La Cour de Pointe-Noire, agissant sur ordre de Messieurs Sassou et Yoka (le ministre de la justice), condamnant 14 d’entre eux le 8 avril 2014 et libérant les 13 autres, me condamnant moi-même à 30 ans de travaux forcés par contumace, sans même avoir reçu d’assignation à comparaître, après m’être échappé, avec l’appui de ma famille, des membres de mon parti, des amis, de certains services des pays d’Afrique et d’Europe, du piège qui m’était tendu sciemment par les hommes de main du Pouvoir m’obligeant à rester en exil.
Oui, j’ai saisi la Commission des Droits de l’Homme de l’ONU à New York en leur exposant les faits de cette journée inique et représentative des méthodes policières du 21 août 2013, avec la précision et l’exactitude qui convient. Cette Commission Internationale a vérifié point par point mes allégations et a demandé leur version à Messieurs Sassou et Yoka en juillet 2014. Bien entendu, ceux-ci leurs ont opposé le silence le plus total en les ignorant alors que le Congo est un membre de la Communauté, silence considéré, à n’en point douter, comme une preuve de plus s’il en fallait de la véracité des faits. Vous noterez que c’est le 17 juillet 2014 que les 14 incarcérés de Pointe-Noire furent alors, pour toute réponse à la Commission en fin de non-recevoir, transférés dans les geôles du Nord et de Brazzaville.
La Commission des Droits de l’Homme rendit public ses travaux sur cette question le 18 novembre 2014 et envoya à Messieurs Sassou et Yoka ses recommandations qui valent décisions en matière de diplomatie. C’était juste avant Noël dernier quand Mr Sassou fut reçu en catimini par la petite porte à l’Elysée par le Président François Hollande ; à n’en pas douter, M. Sassou avait connaissance de ce document accablant pour la démocratie dans notre pays où la peur s’est instaurée de façon permanente.

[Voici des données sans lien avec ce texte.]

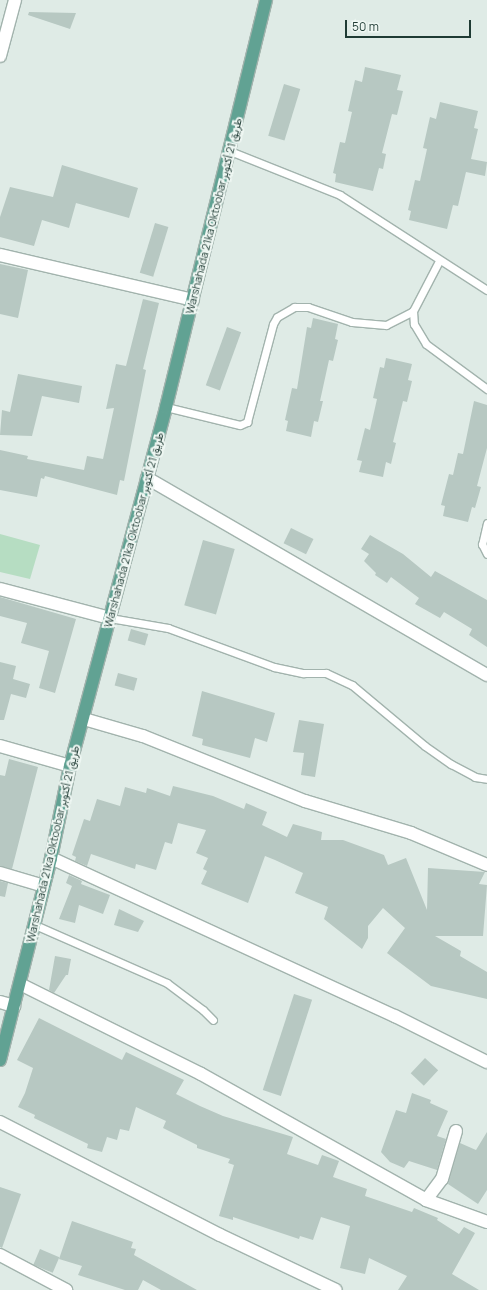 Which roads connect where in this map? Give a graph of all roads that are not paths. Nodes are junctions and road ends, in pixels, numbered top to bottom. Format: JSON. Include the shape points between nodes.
{"nodes":[{"id":1,"x":15,"y":0,"type":"edge"},
{"id":2,"x":266,"y":0,"type":"edge"},
{"id":3,"x":0,"y":56,"type":"edge"},
{"id":4,"x":230,"y":151,"type":"junction"},
{"id":5,"x":0,"y":255,"type":"edge"},
{"id":6,"x":439,"y":261,"type":"junction"},
{"id":7,"x":487,"y":290,"type":"edge"},
{"id":8,"x":193,"y":300,"type":"junction"},
{"id":9,"x":413,"y":311,"type":"junction"},
{"id":10,"x":487,"y":389,"type":"edge"},
{"id":11,"x":166,"y":407,"type":"junction"},
{"id":12,"x":147,"y":478,"type":"junction"},
{"id":13,"x":487,"y":523,"type":"edge"},
{"id":14,"x":487,"y":554,"type":"edge"},
{"id":15,"x":0,"y":589,"type":"edge"},
{"id":16,"x":110,"y":618,"type":"junction"},
{"id":17,"x":487,"y":675,"type":"edge"},
{"id":18,"x":84,"y":719,"type":"junction"},
{"id":19,"x":0,"y":746,"type":"edge"},
{"id":20,"x":70,"y":766,"type":"junction"},
{"id":21,"x":487,"y":779,"type":"edge"},
{"id":22,"x":51,"y":858,"type":"junction"},
{"id":23,"x":487,"y":865,"type":"edge"},
{"id":24,"x":0,"y":872,"type":"edge"},
{"id":25,"x":44,"y":886,"type":"junction"},
{"id":26,"x":35,"y":925,"type":"junction"},
{"id":27,"x":20,"y":984,"type":"junction"},
{"id":28,"x":0,"y":1002,"type":"edge"},
{"id":29,"x":14,"y":1006,"type":"junction"},
{"id":30,"x":213,"y":1020,"type":"dead end"},
{"id":31,"x":0,"y":1060,"type":"edge"},
{"id":32,"x":487,"y":1062,"type":"edge"},
{"id":33,"x":0,"y":1122,"type":"edge"},
{"id":34,"x":456,"y":1131,"type":"dead end"},
{"id":35,"x":426,"y":1200,"type":"junction"},
{"id":36,"x":487,"y":1222,"type":"edge"},
{"id":37,"x":0,"y":1255,"type":"edge"},
{"id":38,"x":66,"y":1290,"type":"edge"},
{"id":39,"x":336,"y":1290,"type":"edge"}],
"edges":[{"from":1,"to":3,"type":"street"},
{"from":2,"to":4,"type":"main road","name":"Warshahada 21ka Oktoobar طريق 21 أكتوبر"},
{"from":4,"to":6,"type":"lane","via":[[340,195]]},
{"from":4,"to":8,"type":"main road","name":"Warshahada 21ka Oktoobar طريق 21 أكتوبر"},
{"from":5,"to":8,"type":"street"},
{"from":6,"to":7,"type":"lane"},
{"from":6,"to":9,"type":"lane"},
{"from":8,"to":11,"type":"main road","name":"Warshahada 21ka Oktoobar طريق 21 أكتوبر"},
{"from":9,"to":10,"type":"lane","via":[[414,324],[426,344]]},
{"from":9,"to":11,"type":"lane","via":[[386,325],[352,322],[308,307],[294,307],[277,317],[273,324],[247,422],[240,425]]},
{"from":11,"to":12,"type":"main road","name":"Warshahada 21ka Oktoobar طريق 21 أكتوبر"},
{"from":12,"to":16,"type":"main road","name":"Warshahada 21ka Oktoobar طريق 21 أكتوبر"},
{"from":12,"to":17,"type":"street"},
{"from":13,"to":14,"type":"lane","via":[[482,544]]},
{"from":15,"to":16,"type":"street"},
{"from":16,"to":18,"type":"main road","name":"Warshahada 21ka Oktoobar طريق 21 أكتوبر"},
{"from":16,"to":21,"type":"lane","via":[[168,628],[274,667],[326,673],[352,685],[451,764],[475,777]]},
{"from":18,"to":20,"type":"main road","name":"Warshahada 21ka Oktoobar طريق 21 أكتوبر"},
{"from":18,"to":23,"type":"street","via":[[143,736],[305,801],[411,834]]},
{"from":19,"to":20,"type":"street"},
{"from":20,"to":22,"type":"main road","name":"Warshahada 21ka Oktoobar طريق 21 أكتوبر"},
{"from":22,"to":25,"type":"main road","name":"Warshahada 21ka Oktoobar طريق 21 أكتوبر"},
{"from":22,"to":32,"type":"street","via":[[415,1025]]},
{"from":24,"to":25,"type":"street"},
{"from":25,"to":26,"type":"main road","name":"Warshahada 21ka Oktoobar طريق 21 أكتوبر"},
{"from":26,"to":27,"type":"main road","name":"Warshahada 21ka Oktoobar طريق 21 أكتوبر"},
{"from":26,"to":30,"type":"lane","via":[[167,983]]},
{"from":27,"to":29,"type":"main road","name":"Warshahada 21ka Oktoobar طريق 21 أكتوبر"},
{"from":27,"to":35,"type":"street","via":[[201,1074]]},
{"from":28,"to":29,"type":"street"},
{"from":29,"to":31,"type":"main road","name":"Warshahada 21ka Oktoobar طريق 21 أكتوبر"},
{"from":33,"to":39,"type":"street","via":[[220,1235]]},
{"from":34,"to":35,"type":"street","via":[[442,1179]]},
{"from":35,"to":36,"type":"street"},
{"from":37,"to":38,"type":"street"}]} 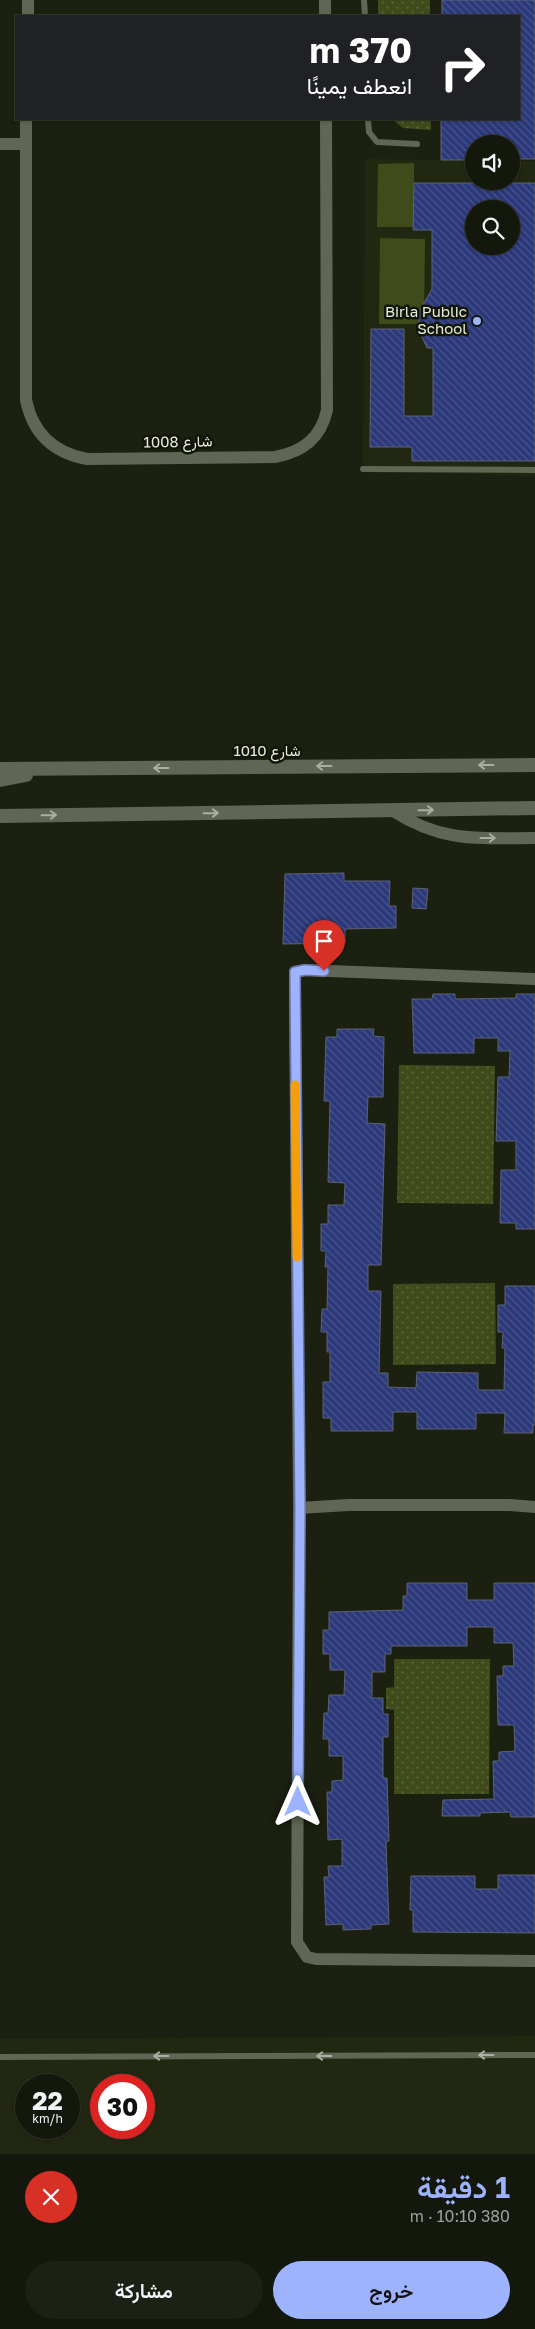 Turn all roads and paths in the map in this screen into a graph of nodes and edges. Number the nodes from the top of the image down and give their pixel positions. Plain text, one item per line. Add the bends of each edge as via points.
1 (28, 0) edge
2 (325, 0) edge
3 (364, 0) edge
4 (28, 15) edge
5 (326, 15) edge
6 (365, 15) edge
7 (26, 120) edge
8 (326, 120) edge
9 (368, 120) edge
10 (0, 144) edge
11 (26, 144) junction
12 (417, 144) dead end
13 (364, 469) dead end
14 (535, 470) edge
15 (535, 765) edge
16 (62, 768) junction
17 (0, 769) edge
18 (0, 780) edge
19 (535, 808) edge
20 (393, 811) junction
21 (0, 816) edge
22 (535, 838) edge
23 (535, 979) edge
24 (535, 1507) edge
25 (300, 1508) junction
26 (535, 1961) edge
27 (535, 2055) edge
28 (0, 2057) edge

1 - 4 street
2 - 5 street
3 - 6 lane
7 - 11 street, شارع 1008
8 - 11 street, شارع 1008 via 327,410 314,439 296,452 275,457 87,459 62,452 42,436 31,419 26,400
9 - 12 lane via 369,132 377,142
10 - 11 street
13 - 14 lane
15 -> 16 street, شارع 1010
16 - 17 street, شارع 1010
16 - 18 street
20 -> 19 street
21 -> 20 street
20 -> 22 street via 431,832 452,836
23 - 25 street via 295,972
24 - 25 street via 510,1504
25 - 26 street via 297,1942 307,1957 316,1959
27 -> 28 lane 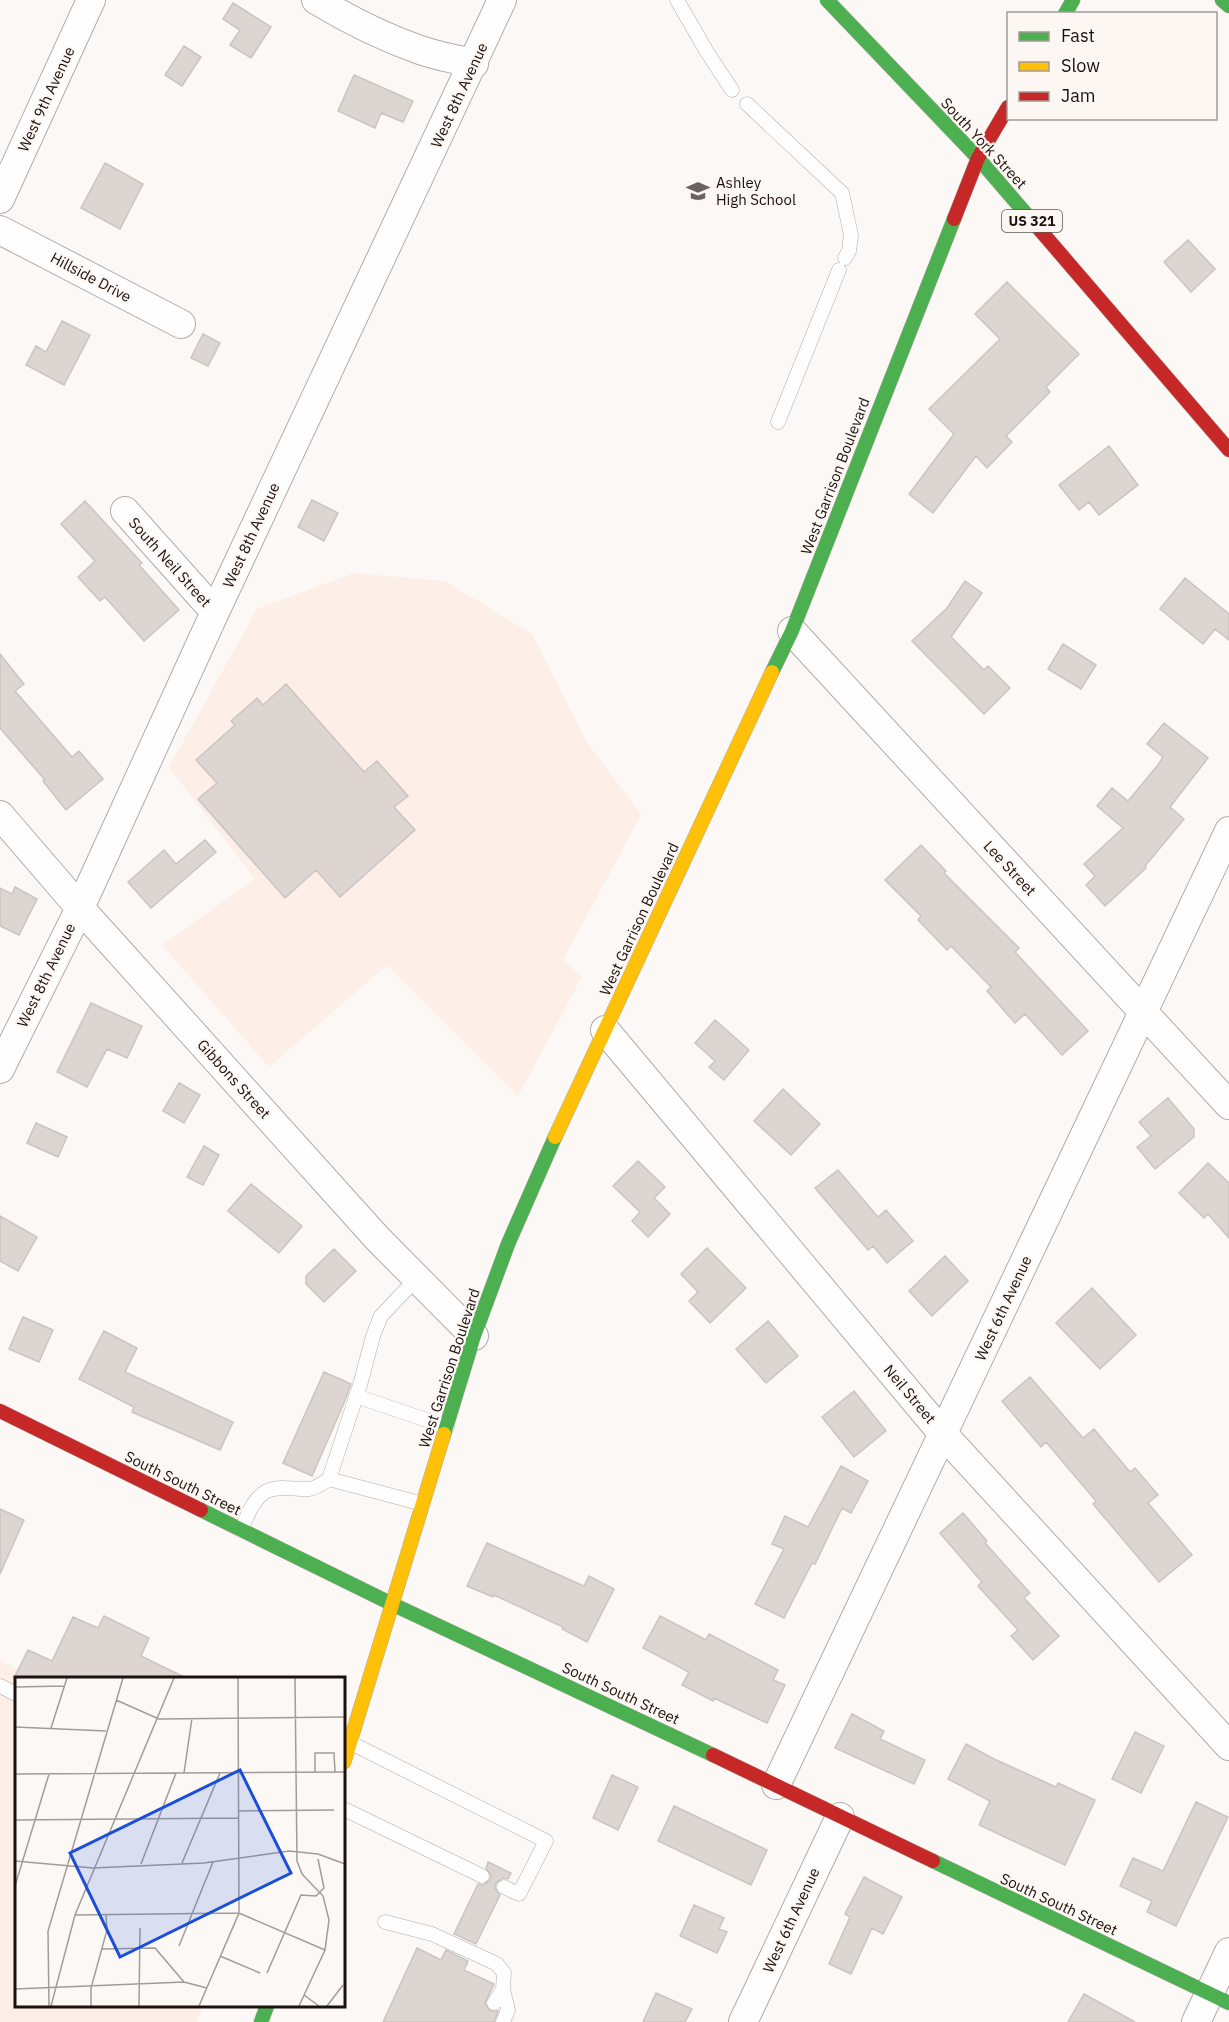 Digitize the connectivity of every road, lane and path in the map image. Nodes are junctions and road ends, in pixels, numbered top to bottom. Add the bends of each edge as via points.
1 (91, 0) edge
2 (316, 0) edge
3 (502, 0) edge
4 (677, 0) edge
5 (827, 0) edge
6 (1222, 0) edge
7 (1229, 6) edge
8 (474, 64) junction
9 (732, 90) dead end
10 (747, 104) dead end
11 (1007, 108) edge
12 (978, 158) junction
13 (0, 199) edge
14 (0, 230) edge
15 (181, 324) dead end
16 (778, 422) dead end
17 (1229, 450) edge
18 (124, 511) dead end
19 (215, 612) junction
20 (792, 631) junction
21 (0, 815) edge
22 (1229, 831) edge
23 (80, 908) junction
24 (1143, 1012) junction
25 (605, 1030) junction
26 (0, 1069) edge
27 (1229, 1105) edge
28 (417, 1278) junction
29 (474, 1336) junction
30 (356, 1396) junction
31 (0, 1411) edge
32 (447, 1427) junction
33 (943, 1434) junction
34 (329, 1479) junction
35 (423, 1504) junction
36 (241, 1530) junction
37 (392, 1604) junction
38 (0, 1686) edge
39 (15, 1694) edge
40 (349, 1742) junction
41 (1229, 1746) edge
42 (345, 1758) edge
43 (776, 1785) junction
44 (345, 1809) edge
45 (840, 1817) junction
46 (482, 1876) dead end
47 (504, 1887) dead end
48 (385, 1922) dead end
49 (1229, 1952) edge
50 (503, 1989) junction
51 (1219, 1998) edge
52 (494, 2003) dead end
53 (267, 2007) edge
54 (261, 2022) edge
55 (503, 2022) edge
56 (743, 2022) edge
57 (1196, 2022) edge

1 - 13 street, West 9th Avenue
2 - 8 street via 382,35 422,51
3 - 8 street, West 8th Avenue
4 - 9 lane
5 - 12 main road, South York Street / US 321
6 - 7 main road
8 - 19 street, West 8th Avenue
10 - 16 lane via 842,193 851,235 849,251
11 - 12 main road, West Garrison Boulevard
12 - 17 main road, South York Street / US 321
12 - 20 main road, West Garrison Boulevard
14 - 15 street, Hillside Drive
18 - 19 street, South Neil Street
19 - 23 street, West 8th Avenue
20 - 24 street, Lee Street
20 - 25 main road, West Garrison Boulevard
21 - 23 street, Gibbons Street
22 - 24 street, West 6th Avenue
23 - 26 street, West 8th Avenue
23 - 28 street, Gibbons Street via 369,1230
24 - 27 street, Lee Street
24 - 33 street, West 6th Avenue
25 - 29 main road, West Garrison Boulevard via 526,1199
25 - 33 street, Neil Street
28 - 29 street, Gibbons Street
28 - 30 lane via 381,1316
29 - 32 main road, West Garrison Boulevard
30 - 32 lane
30 - 34 lane
31 - 36 main road, South South Street
32 - 35 main road, West Garrison Boulevard
33 - 41 street, Neil Street
33 - 43 street, West 6th Avenue
34 - 35 lane
34 - 36 lane via 309,1489 267,1491 253,1505
35 - 37 main road, West Garrison Boulevard
36 - 37 main road, South South Street
37 - 40 main road, West Garrison Boulevard
37 - 43 main road, South South Street
38 - 39 lane
40 - 42 main road, West Garrison Boulevard
40 - 47 lane via 546,1841 519,1894
43 - 45 main road, South South Street
44 - 46 lane
45 - 51 main road, South South Street
45 - 56 street, West 6th Avenue
48 - 50 lane via 432,1934 497,1964 504,1973
49 - 51 street
50 - 52 lane
50 - 55 lane via 508,2010
51 - 57 street
53 - 54 main road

Moi-même, je reçus le document de l’ONU le 8 janvier 2015, le jour de Charlie, document que j’avais avec moi Place de la République, au pied de sa Statue où je donnais les interviews qui sont par ailleurs en ligne sur « la démocratie » pratiquée au Congo alors que le représentant officiel était consigné dans son hôtel à Paris parce que ce jour-là MM. Sassou et Yoka étaient considérés persona non grata. Je me voyais ainsi de façon très emblématique comme le seul représentant de la Démocratie du Congo.
Depuis ce jour-là, MM. Sassou et Yoka n’ont pas cessé que d’opposer des fins de non-recevoir à la Diplomatie Internationale qui agit dans le cadre de l’ONU pour libérer les 14 embastillés reconnus de fait comme des otages.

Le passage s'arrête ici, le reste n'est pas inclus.